We're already used to the fact that AI is now able to extract individual instrument tracks from fully mastered stereo songs quite convincingly. So we shouldn't be surprised if it is now possible to split a video into individual layers. And Generative Omnimatte promises no less than this.
Generative Omnimatte: AI breaks down each video into separable layers
This novel AI model attempts to split a video clip into semantically meaningful layers that contain individual objects and the associated effects such as shadows and reflections. Existing methods previously required at least a static background or were based on a pose or depth estimation for the layers. In addition, previous methods failed due to a fundamental problem: dynamic hidden areas between objects or layers cannot be completed as they do not contain any knowledge about the hidden areas.

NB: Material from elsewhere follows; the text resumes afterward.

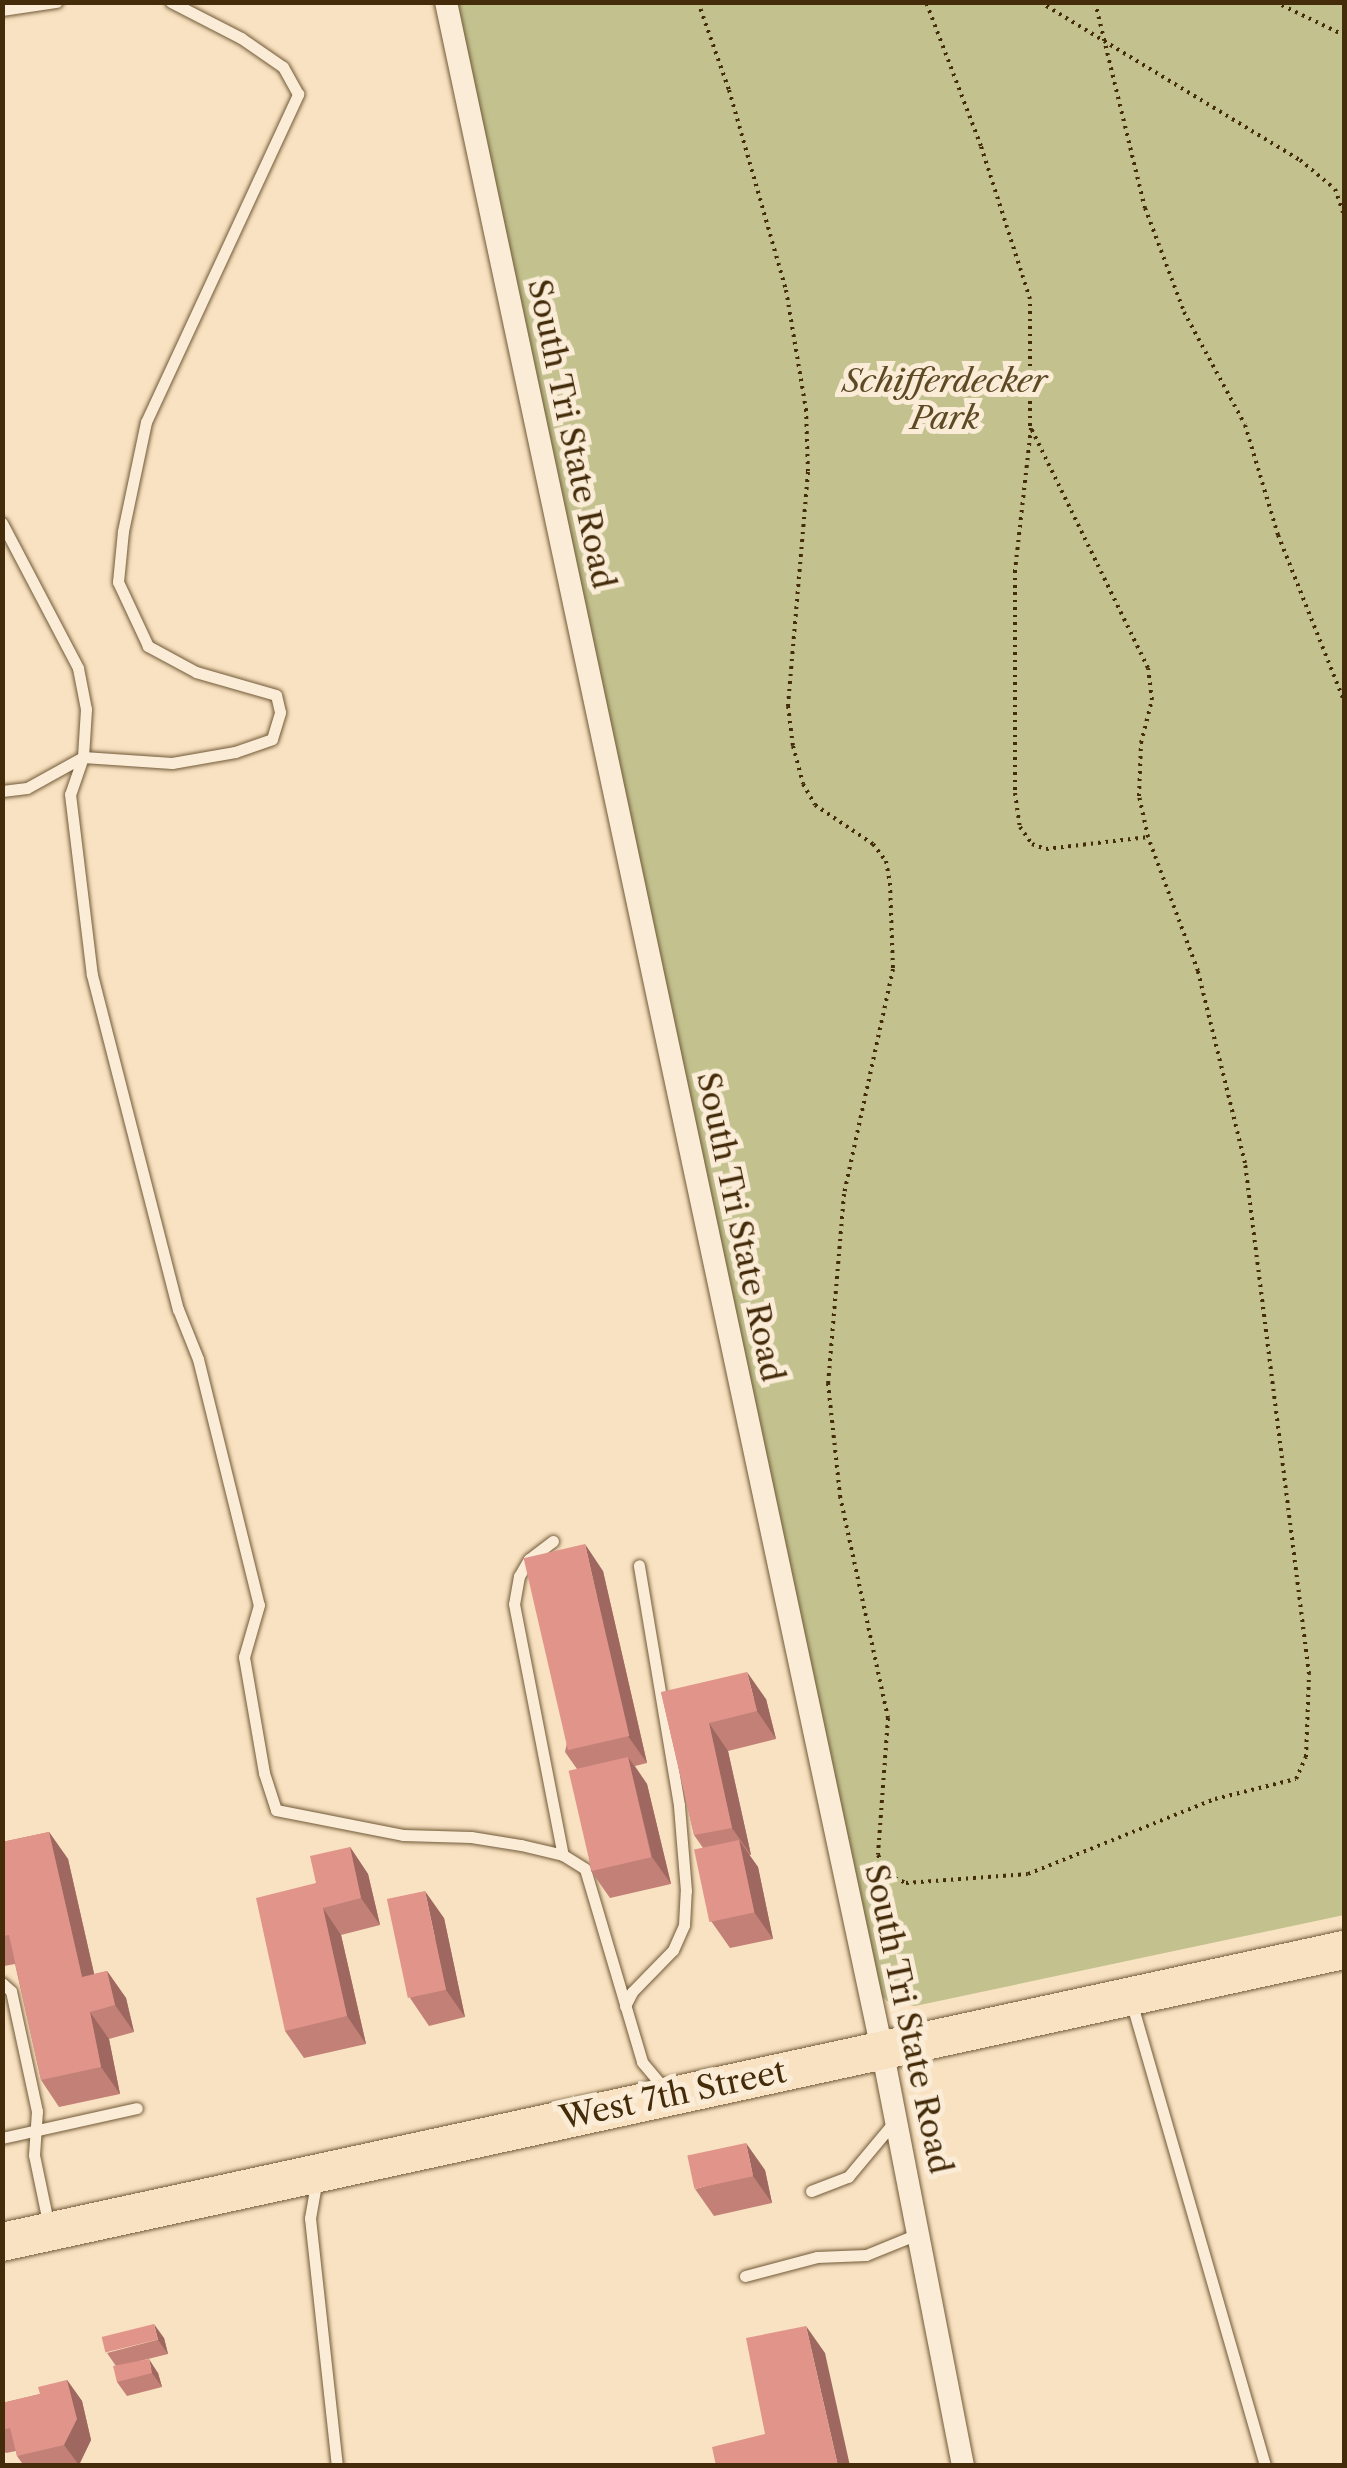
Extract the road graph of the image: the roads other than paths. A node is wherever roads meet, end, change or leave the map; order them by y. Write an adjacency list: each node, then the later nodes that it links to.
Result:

This is set to change with Generative Omnimatte, which can also complete missing or unknown content in moving images using generative AI. This is referred to as “supplementation through generative prior knowledge”.
Generative Omnimatte requires no information on camera position or depth and creates complete layers - including mostly convincing completions of hidden dynamic areas.
Mind you, this does not work by splitting up existing composites but with any video recording. The published paper and the special project website with demos show a wide range of arbitrarily recorded videos with soft shadows, shiny reflections, splash water and more.
Researchers from Google DeepMind, the University of Maryland College Park and the Weizmann Institute of Science are behind Generative Omnimatte. Although such publications “only” represent the current state of research, it is foreseeable that we will soon find generative de-compositing technologies as usable tools in our editing and compositing programs.